Your assignment: The listing below has to be output exactly as given, less its pictures.

________________________

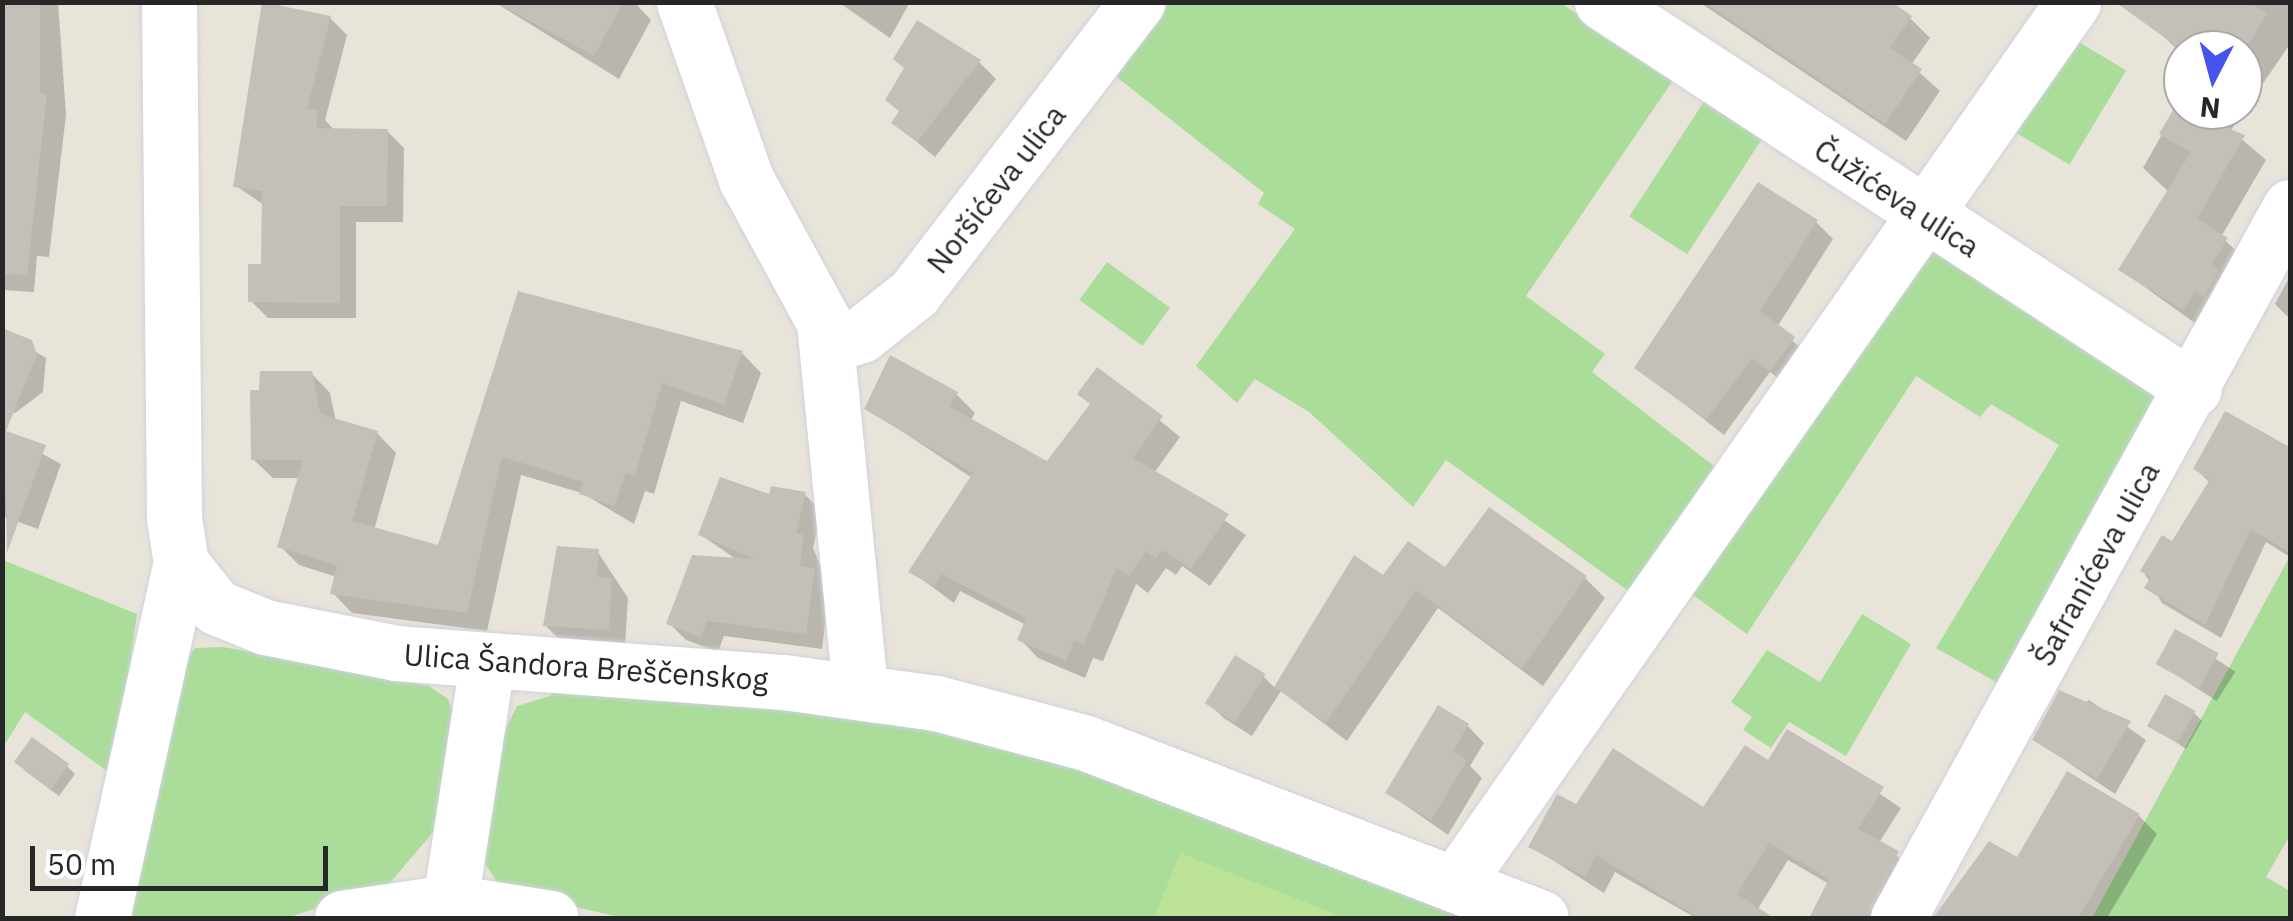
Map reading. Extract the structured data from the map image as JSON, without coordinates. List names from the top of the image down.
{
  "streets": {
    "street": [
      "Noršićeva ulica",
      "Čužićeva ulica",
      "Šafranićeva ulica",
      "Ulica Šandora Breščenskog"
    ]
  },
  "crossings": [
    ["Čužićeva ulica", "Šafranićeva ulica"]
  ],
  "scale_bar": "50 m",
  "north": "bottom"
}
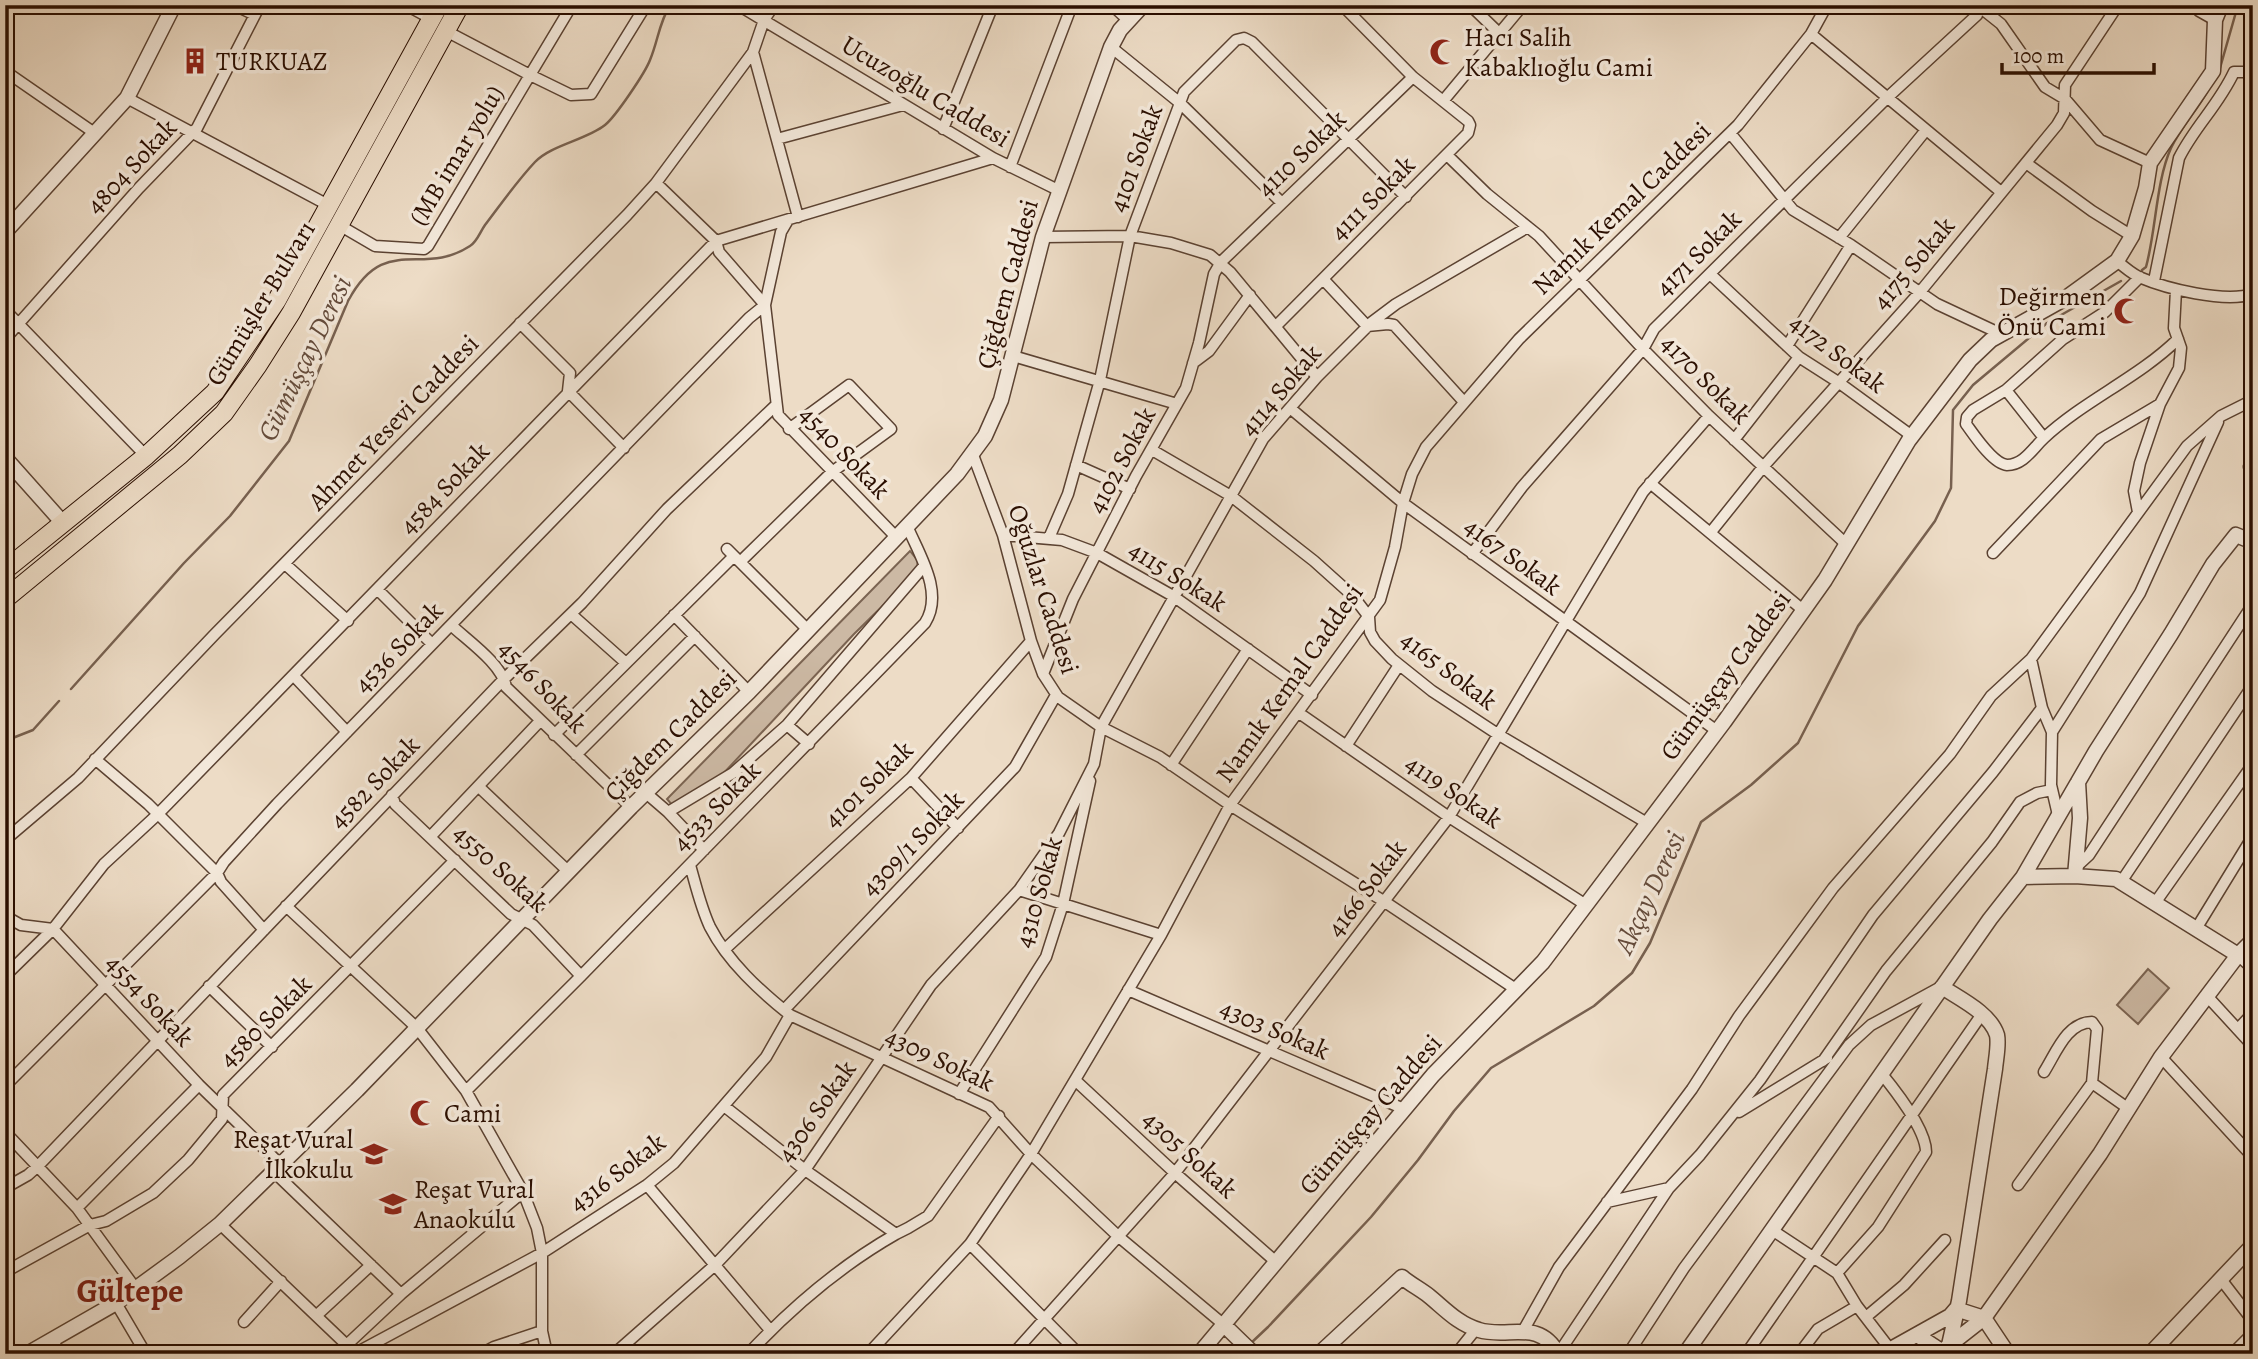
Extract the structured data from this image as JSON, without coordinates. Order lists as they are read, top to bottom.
{
  "streets": {
    "main road": ["Gümüşler Bulvarı"],
    "street": [
      "Ucuzoğlu Caddesi",
      "4110 Sokak",
      "(MB imar yolu)",
      "4101 Sokak",
      "4804 Sokak",
      "4111 Sokak",
      "Namık Kemal Caddesi",
      "4171 Sokak",
      "4175 Sokak",
      "Çiğdem Caddesi",
      "4172 Sokak",
      "4170 Sokak",
      "4114 Sokak",
      "Ahmet Yesevi Caddesi",
      "4540 Sokak",
      "4102 Sokak",
      "4584 Sokak",
      "4167 Sokak",
      "4115 Sokak",
      "Oğuzlar Caddesi",
      "4536 Sokak",
      "4165 Sokak",
      "Gümüşçay Caddesi",
      "4546 Sokak",
      "4582 Sokak",
      "4119 Sokak",
      "4533 Sokak",
      "4309/1 Sokak",
      "4550 Sokak",
      "4166 Sokak",
      "4310 Sokak",
      "4554 Sokak",
      "4580 Sokak",
      "4303 Sokak",
      "4309 Sokak",
      "4306 Sokak",
      "4305 Sokak",
      "4316 Sokak"
    ]
  },
  "crossings": [
    ["Ucuzoğlu Caddesi", "Çiğdem Caddesi"],
    ["Ucuzoğlu Caddesi", "Ahmet Yesevi Caddesi"],
    ["Ucuzoğlu Caddesi", "4584 Sokak"],
    ["4110 Sokak", "4101 Sokak"],
    ["4110 Sokak", "4102 Sokak"],
    ["(MB imar yolu)", "Gümüşler Bulvarı"],
    ["4101 Sokak", "4111 Sokak"],
    ["4101 Sokak", "4115 Sokak"],
    ["4101 Sokak", "Oğuzlar Caddesi"],
    ["4101 Sokak", "4309 Sokak"],
    ["4111 Sokak", "4170 Sokak"],
    ["Namık Kemal Caddesi", "4170 Sokak"],
    ["Namık Kemal Caddesi", "4167 Sokak"],
    ["Namık Kemal Caddesi", "4115 Sokak"],
    ["Namık Kemal Caddesi", "Oğuzlar Caddesi"],
    ["Namık Kemal Caddesi", "4165 Sokak"],
    ["Namık Kemal Caddesi", "4119 Sokak"],
    ["Namık Kemal Caddesi", "4303 Sokak"],
    ["Namık Kemal Caddesi", "4309 Sokak"],
    ["Namık Kemal Caddesi", "4305 Sokak"],
    ["4171 Sokak", "4172 Sokak"],
    ["4171 Sokak", "4170 Sokak"],
    ["4171 Sokak", "4167 Sokak"],
    ["4175 Sokak", "4172 Sokak"],
    ["4175 Sokak", "4170 Sokak"],
    ["Çiğdem Caddesi", "4540 Sokak"],
    ["Çiğdem Caddesi", "Oğuzlar Caddesi"],
    ["Çiğdem Caddesi", "4546 Sokak"],
    ["Çiğdem Caddesi", "4533 Sokak"],
    ["Çiğdem Caddesi", "4550 Sokak"],
    ["Çiğdem Caddesi", "4554 Sokak"],
    ["4172 Sokak", "Gümüşçay Caddesi"],
    ["4170 Sokak", "4114 Sokak"],
    ["4170 Sokak", "Gümüşçay Caddesi"],
    ["4170 Sokak", "4166 Sokak"],
    ["4114 Sokak", "4167 Sokak"],
    ["4114 Sokak", "4115 Sokak"],
    ["4114 Sokak", "Oğuzlar Caddesi"],
    ["4114 Sokak", "4165 Sokak"],
    ["4114 Sokak", "4310 Sokak"],
    ["4540 Sokak", "4536 Sokak"],
    ["4540 Sokak", "4582 Sokak"],
    ["4540 Sokak", "4533 Sokak"],
    ["4102 Sokak", "4115 Sokak"],
    ["4102 Sokak", "Oğuzlar Caddesi"],
    ["4102 Sokak", "4165 Sokak"],
    ["4584 Sokak", "4554 Sokak"],
    ["4167 Sokak", "Gümüşçay Caddesi"],
    ["4167 Sokak", "4166 Sokak"],
    ["4115 Sokak", "Oğuzlar Caddesi"],
    ["Oğuzlar Caddesi", "Gümüşçay Caddesi"],
    ["Oğuzlar Caddesi", "4309/1 Sokak"],
    ["Oğuzlar Caddesi", "4166 Sokak"],
    ["Oğuzlar Caddesi", "4310 Sokak"],
    ["4536 Sokak", "4546 Sokak"],
    ["4536 Sokak", "4554 Sokak"],
    ["4165 Sokak", "Gümüşçay Caddesi"],
    ["4165 Sokak", "4166 Sokak"],
    ["Gümüşçay Caddesi", "4119 Sokak"],
    ["Gümüşçay Caddesi", "4303 Sokak"],
    ["Gümüşçay Caddesi", "4309 Sokak"],
    ["Gümüşçay Caddesi", "4305 Sokak"],
    ["4546 Sokak", "4582 Sokak"],
    ["4582 Sokak", "4550 Sokak"],
    ["4582 Sokak", "4554 Sokak"],
    ["4119 Sokak", "4166 Sokak"],
    ["4533 Sokak", "4550 Sokak"],
    ["4533 Sokak", "4309 Sokak"],
    ["4309/1 Sokak", "4309 Sokak"],
    ["4309/1 Sokak", "4316 Sokak"],
    ["4550 Sokak", "4580 Sokak"],
    ["4166 Sokak", "4303 Sokak"],
    ["4166 Sokak", "4309 Sokak"],
    ["4166 Sokak", "4305 Sokak"],
    ["4310 Sokak", "4309 Sokak"],
    ["4310 Sokak", "4306 Sokak"],
    ["4554 Sokak", "4580 Sokak"],
    ["4309 Sokak", "4306 Sokak"],
    ["4309 Sokak", "4316 Sokak"]
  ],
  "districts": ["Gültepe"],
  "water": ["Gümüşçay Deresi", "Akçay Deresi"],
  "places": {
    "mosque": ["Hacı Salih Kabaklıoğlu Cami", "Değirmen Önü Cami", "Cami"],
    "building": ["TURKUAZ"],
    "school or university": ["Reşat Vural İlkokulu", "Reşat Vural Anaokulu"]
  },
  "scale_bar": "100 m"
}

________________________

Task solution:
Map reading. Extract the structured data from the map image as JSON, without coordinates. List names from the top of the image down.
{
  "streets": {
    "street": [
      "Noršićeva ulica",
      "Čužićeva ulica",
      "Šafranićeva ulica",
      "Ulica Šandora Breščenskog"
    ]
  },
  "crossings": [
    ["Čužićeva ulica", "Šafranićeva ulica"]
  ],
  "scale_bar": "50 m",
  "north": "bottom"
}
Extract the structured data from this image as JSON, without coordinates. Order lists as they are read, top to bottom.
{
  "streets": {
    "main road": ["Gümüşler Bulvarı"],
    "street": [
      "Ucuzoğlu Caddesi",
      "4110 Sokak",
      "(MB imar yolu)",
      "4101 Sokak",
      "4804 Sokak",
      "4111 Sokak",
      "Namık Kemal Caddesi",
      "4171 Sokak",
      "4175 Sokak",
      "Çiğdem Caddesi",
      "4172 Sokak",
      "4170 Sokak",
      "4114 Sokak",
      "Ahmet Yesevi Caddesi",
      "4540 Sokak",
      "4102 Sokak",
      "4584 Sokak",
      "4167 Sokak",
      "4115 Sokak",
      "Oğuzlar Caddesi",
      "4536 Sokak",
      "4165 Sokak",
      "Gümüşçay Caddesi",
      "4546 Sokak",
      "4582 Sokak",
      "4119 Sokak",
      "4533 Sokak",
      "4309/1 Sokak",
      "4550 Sokak",
      "4166 Sokak",
      "4310 Sokak",
      "4554 Sokak",
      "4580 Sokak",
      "4303 Sokak",
      "4309 Sokak",
      "4306 Sokak",
      "4305 Sokak",
      "4316 Sokak"
    ]
  },
  "crossings": [
    ["Ucuzoğlu Caddesi", "Çiğdem Caddesi"],
    ["Ucuzoğlu Caddesi", "Ahmet Yesevi Caddesi"],
    ["Ucuzoğlu Caddesi", "4584 Sokak"],
    ["4110 Sokak", "4101 Sokak"],
    ["4110 Sokak", "4102 Sokak"],
    ["(MB imar yolu)", "Gümüşler Bulvarı"],
    ["4101 Sokak", "4111 Sokak"],
    ["4101 Sokak", "4115 Sokak"],
    ["4101 Sokak", "Oğuzlar Caddesi"],
    ["4101 Sokak", "4309 Sokak"],
    ["4111 Sokak", "4170 Sokak"],
    ["Namık Kemal Caddesi", "4170 Sokak"],
    ["Namık Kemal Caddesi", "4167 Sokak"],
    ["Namık Kemal Caddesi", "4115 Sokak"],
    ["Namık Kemal Caddesi", "Oğuzlar Caddesi"],
    ["Namık Kemal Caddesi", "4165 Sokak"],
    ["Namık Kemal Caddesi", "4119 Sokak"],
    ["Namık Kemal Caddesi", "4303 Sokak"],
    ["Namık Kemal Caddesi", "4309 Sokak"],
    ["Namık Kemal Caddesi", "4305 Sokak"],
    ["4171 Sokak", "4172 Sokak"],
    ["4171 Sokak", "4170 Sokak"],
    ["4171 Sokak", "4167 Sokak"],
    ["4175 Sokak", "4172 Sokak"],
    ["4175 Sokak", "4170 Sokak"],
    ["Çiğdem Caddesi", "4540 Sokak"],
    ["Çiğdem Caddesi", "Oğuzlar Caddesi"],
    ["Çiğdem Caddesi", "4546 Sokak"],
    ["Çiğdem Caddesi", "4533 Sokak"],
    ["Çiğdem Caddesi", "4550 Sokak"],
    ["Çiğdem Caddesi", "4554 Sokak"],
    ["4172 Sokak", "Gümüşçay Caddesi"],
    ["4170 Sokak", "4114 Sokak"],
    ["4170 Sokak", "Gümüşçay Caddesi"],
    ["4170 Sokak", "4166 Sokak"],
    ["4114 Sokak", "4167 Sokak"],
    ["4114 Sokak", "4115 Sokak"],
    ["4114 Sokak", "Oğuzlar Caddesi"],
    ["4114 Sokak", "4165 Sokak"],
    ["4114 Sokak", "4310 Sokak"],
    ["4540 Sokak", "4536 Sokak"],
    ["4540 Sokak", "4582 Sokak"],
    ["4540 Sokak", "4533 Sokak"],
    ["4102 Sokak", "4115 Sokak"],
    ["4102 Sokak", "Oğuzlar Caddesi"],
    ["4102 Sokak", "4165 Sokak"],
    ["4584 Sokak", "4554 Sokak"],
    ["4167 Sokak", "Gümüşçay Caddesi"],
    ["4167 Sokak", "4166 Sokak"],
    ["4115 Sokak", "Oğuzlar Caddesi"],
    ["Oğuzlar Caddesi", "Gümüşçay Caddesi"],
    ["Oğuzlar Caddesi", "4309/1 Sokak"],
    ["Oğuzlar Caddesi", "4166 Sokak"],
    ["Oğuzlar Caddesi", "4310 Sokak"],
    ["4536 Sokak", "4546 Sokak"],
    ["4536 Sokak", "4554 Sokak"],
    ["4165 Sokak", "Gümüşçay Caddesi"],
    ["4165 Sokak", "4166 Sokak"],
    ["Gümüşçay Caddesi", "4119 Sokak"],
    ["Gümüşçay Caddesi", "4303 Sokak"],
    ["Gümüşçay Caddesi", "4309 Sokak"],
    ["Gümüşçay Caddesi", "4305 Sokak"],
    ["4546 Sokak", "4582 Sokak"],
    ["4582 Sokak", "4550 Sokak"],
    ["4582 Sokak", "4554 Sokak"],
    ["4119 Sokak", "4166 Sokak"],
    ["4533 Sokak", "4550 Sokak"],
    ["4533 Sokak", "4309 Sokak"],
    ["4309/1 Sokak", "4309 Sokak"],
    ["4309/1 Sokak", "4316 Sokak"],
    ["4550 Sokak", "4580 Sokak"],
    ["4166 Sokak", "4303 Sokak"],
    ["4166 Sokak", "4309 Sokak"],
    ["4166 Sokak", "4305 Sokak"],
    ["4310 Sokak", "4309 Sokak"],
    ["4310 Sokak", "4306 Sokak"],
    ["4554 Sokak", "4580 Sokak"],
    ["4309 Sokak", "4306 Sokak"],
    ["4309 Sokak", "4316 Sokak"]
  ],
  "districts": ["Gültepe"],
  "water": ["Gümüşçay Deresi", "Akçay Deresi"],
  "places": {
    "mosque": ["Hacı Salih Kabaklıoğlu Cami", "Değirmen Önü Cami", "Cami"],
    "building": ["TURKUAZ"],
    "school or university": ["Reşat Vural İlkokulu", "Reşat Vural Anaokulu"]
  },
  "scale_bar": "100 m"
}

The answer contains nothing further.